Dass übrigens bei unseren totalen Mondfinsternissen der Mond in den seltensten Fällen ganz unsichtbar wird, hatte schon Kepler mehrfach beobachtet, gewöhnlich sieht man die Scheibe während einer totalen Verfinsterung roth und zwar in allen Graden der Intensität der Farbe, vom Kupferrothen bis ins Feuerrothe und Glühende übergehend.

Diese Erscheinung führt schon Kepler auf eine Folge der Strahlenbrechung zurück, da die Sonnenstrahlen bei ihrem Durchgange durch die Atmosphäre der Erde abgelenkt und in den Schattenkegel geworfen werden; s.

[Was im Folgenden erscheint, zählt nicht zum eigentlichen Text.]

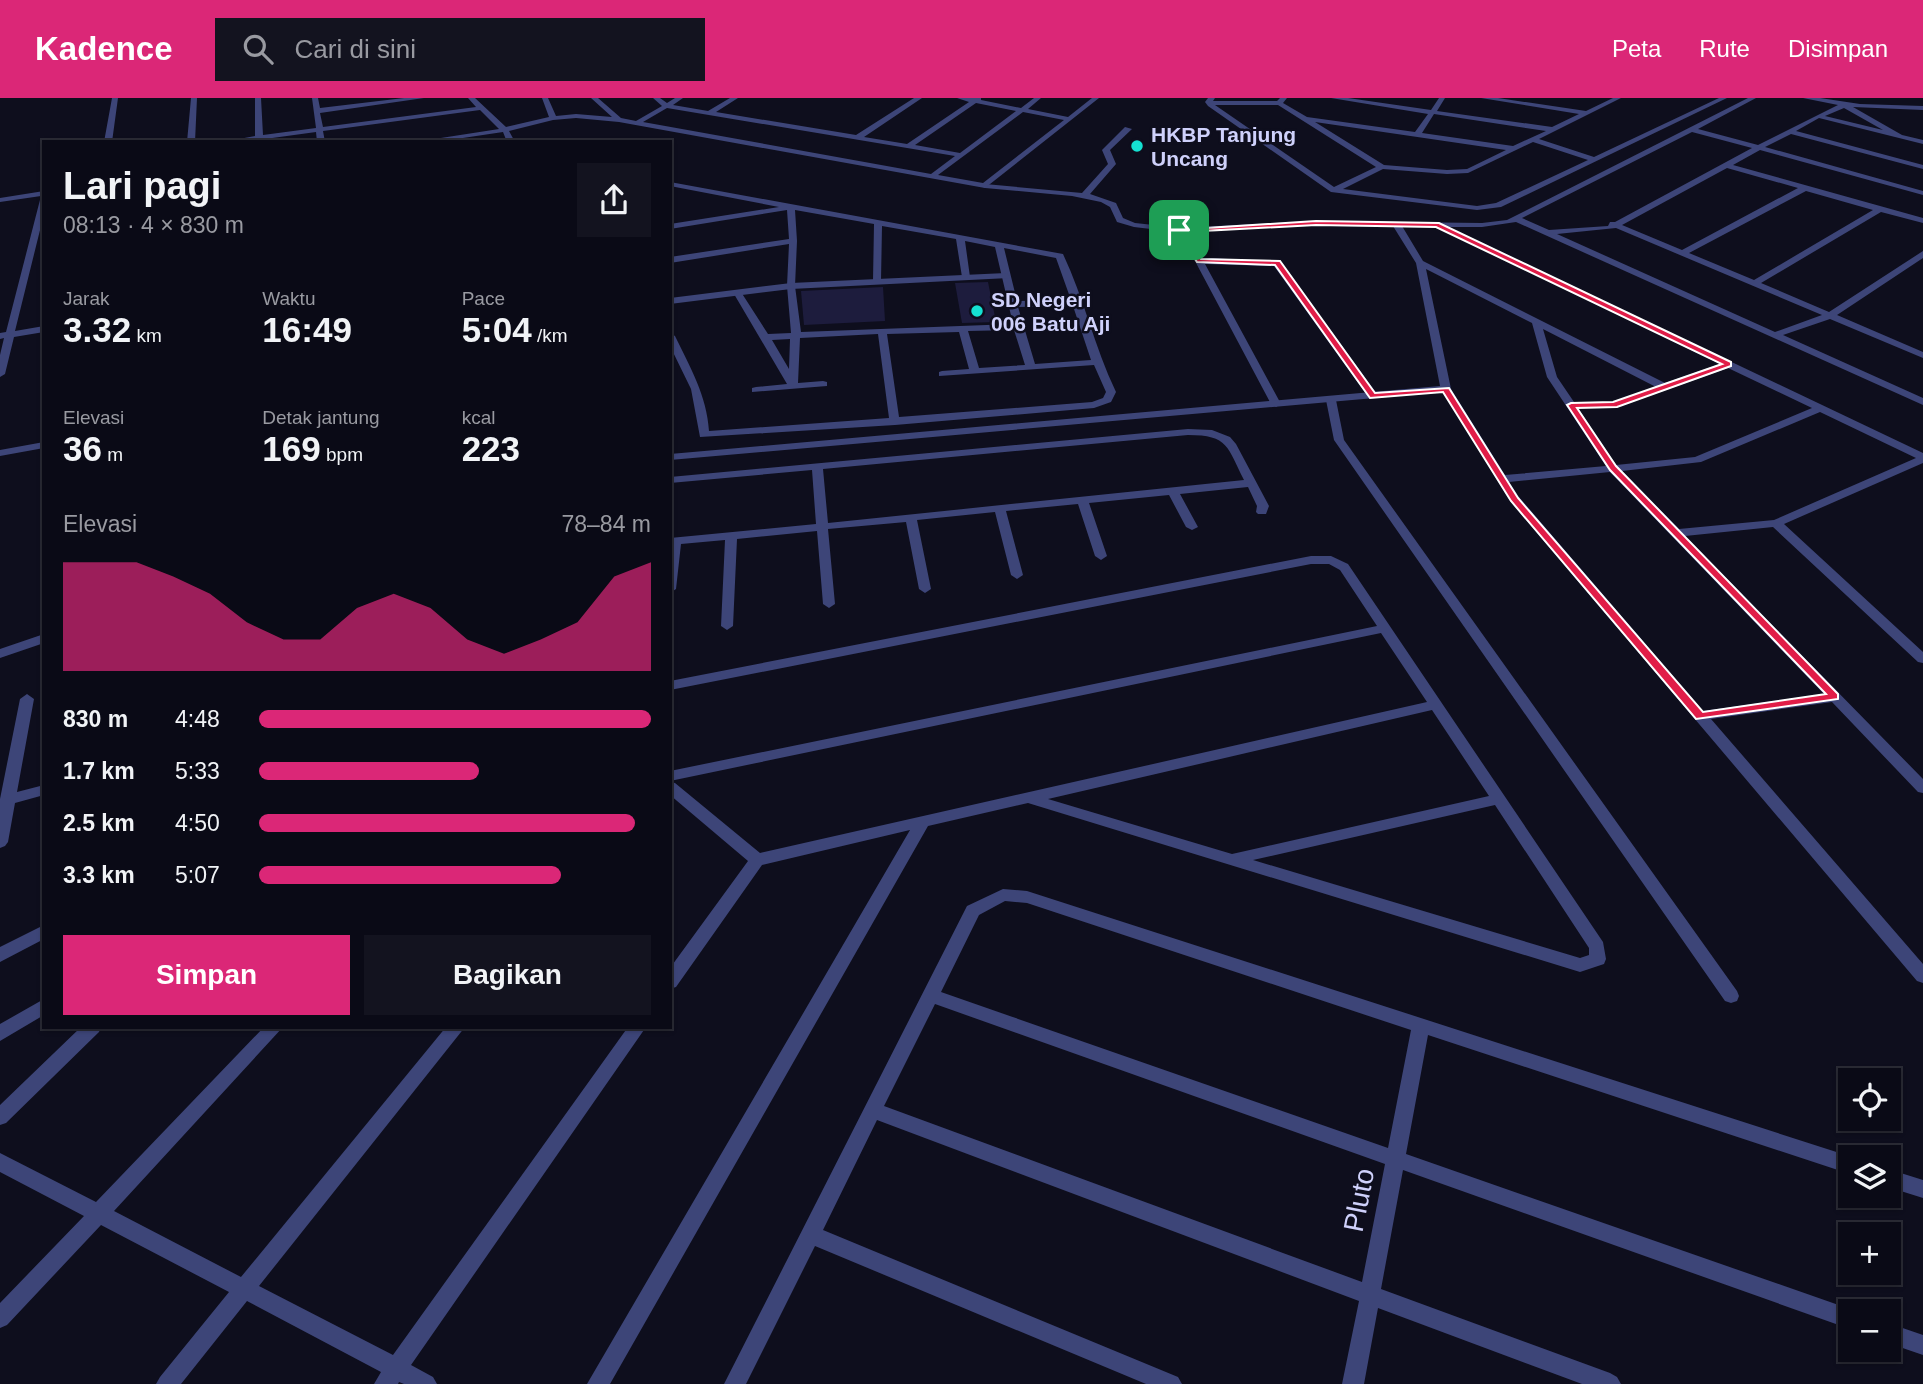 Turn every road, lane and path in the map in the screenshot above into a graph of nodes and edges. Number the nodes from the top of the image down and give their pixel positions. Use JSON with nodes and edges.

N. [194]. Die geröthete Scheibe ist nie gleichförmig farbig, sondern einige Stellen zeigen sich immer dunkler und dabei fortschreitend farbenändernd.[UE 1] Eine Mondfinsterniss, wobei der Mond vollständig verschwand, beobachtete Kepler am 9. Decbr. 1601, desgleichen Hevelius[UE 2] in Danzig am 25. April 1642, und in neuerer Zeit konnte bei der totalen Finsterniss vom 10. Juni 1816 selbst durch die stärksten Fernrohre die Mondscheibe nicht aufgefunden werden.


132. [184.]


Nämlich dann, wenn der Kernpunkt des Schlagschattens, welcher den eigentlichen Schatten des Mondes bildet, die Erdoberfläche nicht trifft, oder nur so unbedeutend berührt, dass er von den Strahlen der Sonne eingehüllt bleibt. Im ersteren Falle sehen die Mondbewohner keinen eigentlichen Schatten auf der Scheibe der Volva, aber sie bemerken doch an der Stelle, über welche der Schlagschatten hinstreicht, eine gewisse Entfärbung und Verdunklung; im letzteren Falle hingegen sehen sie um das Centrum herum einen Halbschatten, gleichsam wie von dünnen Wolken oder von einer durchschimmernden Decke überworfen, in unbestimmten Umrissen, ähnlich wie bei uns auf der Erde Pfeiler auf hohen Thürmen nicht vollständige Schatten, sondern nur durch reflektirte Sonnenstrahlen verwaschen erscheinende auf die darunter befindliche Ebene werfen.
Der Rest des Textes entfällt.